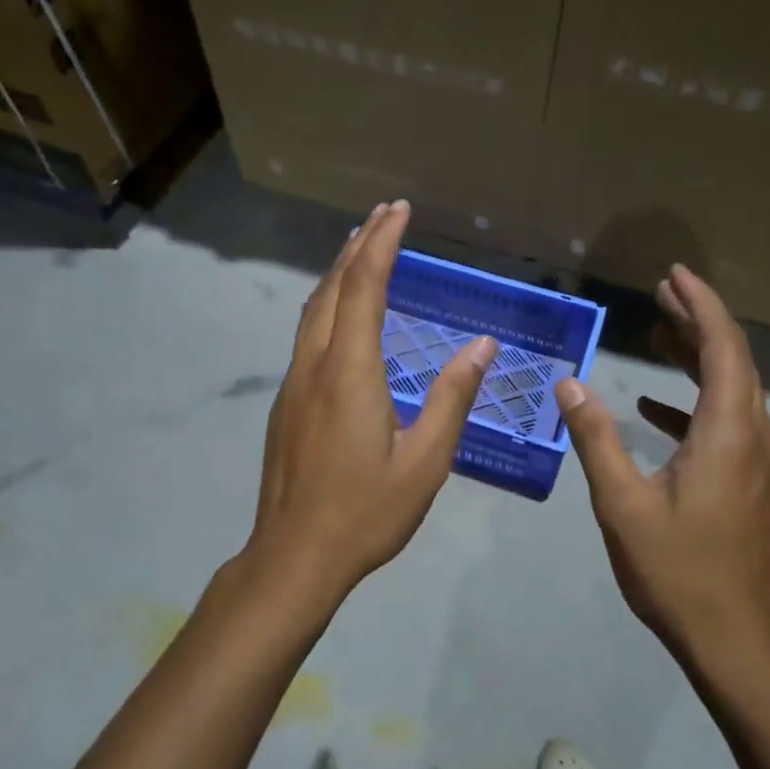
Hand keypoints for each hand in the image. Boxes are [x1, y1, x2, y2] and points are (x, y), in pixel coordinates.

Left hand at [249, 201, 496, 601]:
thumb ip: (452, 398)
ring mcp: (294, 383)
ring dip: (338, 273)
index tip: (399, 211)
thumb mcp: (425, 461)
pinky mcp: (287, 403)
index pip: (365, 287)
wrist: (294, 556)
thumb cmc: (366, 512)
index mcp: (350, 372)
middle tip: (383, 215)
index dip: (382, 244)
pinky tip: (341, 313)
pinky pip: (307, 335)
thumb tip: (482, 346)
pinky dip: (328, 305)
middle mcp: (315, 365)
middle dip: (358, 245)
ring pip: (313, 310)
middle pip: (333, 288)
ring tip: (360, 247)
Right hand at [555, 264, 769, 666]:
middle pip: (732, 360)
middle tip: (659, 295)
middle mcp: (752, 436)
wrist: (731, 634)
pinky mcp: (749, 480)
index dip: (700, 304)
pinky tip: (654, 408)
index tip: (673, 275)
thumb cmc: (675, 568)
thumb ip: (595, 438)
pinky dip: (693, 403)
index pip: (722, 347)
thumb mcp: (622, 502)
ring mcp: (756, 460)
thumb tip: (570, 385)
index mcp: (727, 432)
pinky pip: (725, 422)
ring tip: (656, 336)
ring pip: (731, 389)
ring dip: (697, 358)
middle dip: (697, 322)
_ _ _ _ _ _ _
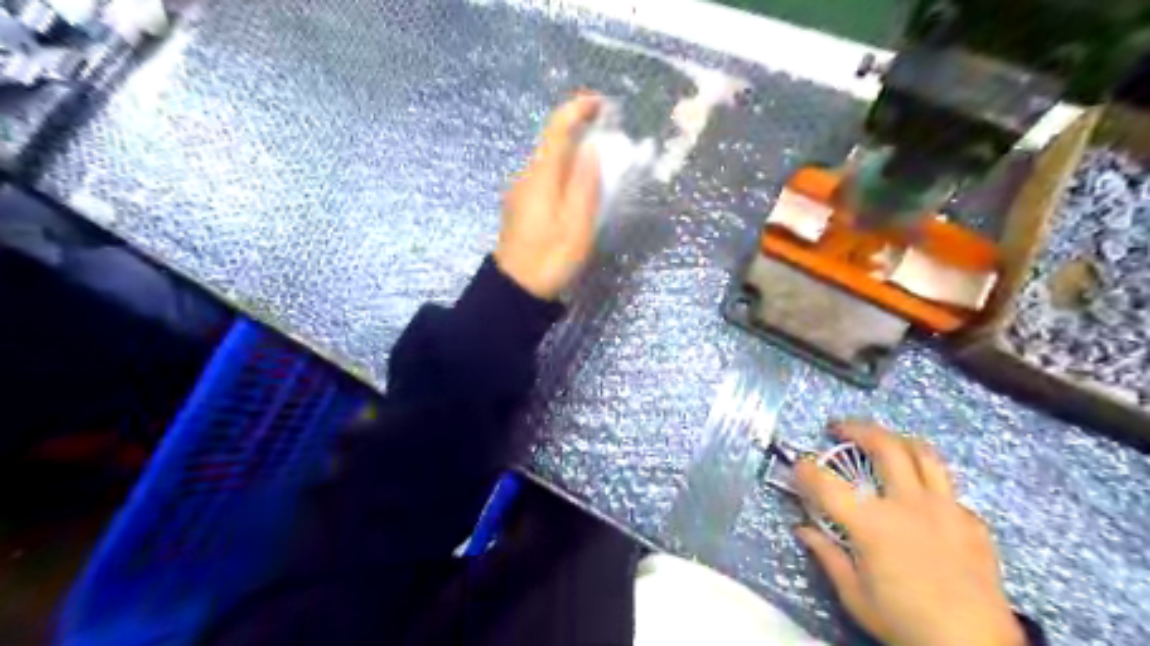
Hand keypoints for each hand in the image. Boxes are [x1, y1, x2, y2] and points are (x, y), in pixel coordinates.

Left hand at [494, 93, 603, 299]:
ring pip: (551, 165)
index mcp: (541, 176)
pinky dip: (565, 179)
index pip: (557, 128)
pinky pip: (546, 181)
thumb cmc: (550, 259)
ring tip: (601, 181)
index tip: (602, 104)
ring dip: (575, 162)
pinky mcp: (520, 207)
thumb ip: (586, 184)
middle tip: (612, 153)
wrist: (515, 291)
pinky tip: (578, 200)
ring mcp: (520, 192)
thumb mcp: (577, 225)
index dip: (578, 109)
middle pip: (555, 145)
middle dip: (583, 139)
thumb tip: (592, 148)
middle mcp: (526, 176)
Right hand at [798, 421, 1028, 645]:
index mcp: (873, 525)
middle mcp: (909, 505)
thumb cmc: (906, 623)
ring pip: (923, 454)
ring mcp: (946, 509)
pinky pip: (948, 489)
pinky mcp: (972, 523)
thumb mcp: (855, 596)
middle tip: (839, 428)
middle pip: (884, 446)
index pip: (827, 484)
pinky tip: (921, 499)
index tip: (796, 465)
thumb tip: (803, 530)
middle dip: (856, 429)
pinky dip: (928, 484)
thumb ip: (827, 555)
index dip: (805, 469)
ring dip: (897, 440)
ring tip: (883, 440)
_ _ _ _ _ _ _
For the string "hand", report how many lines of the records contain it, giving the number only.

6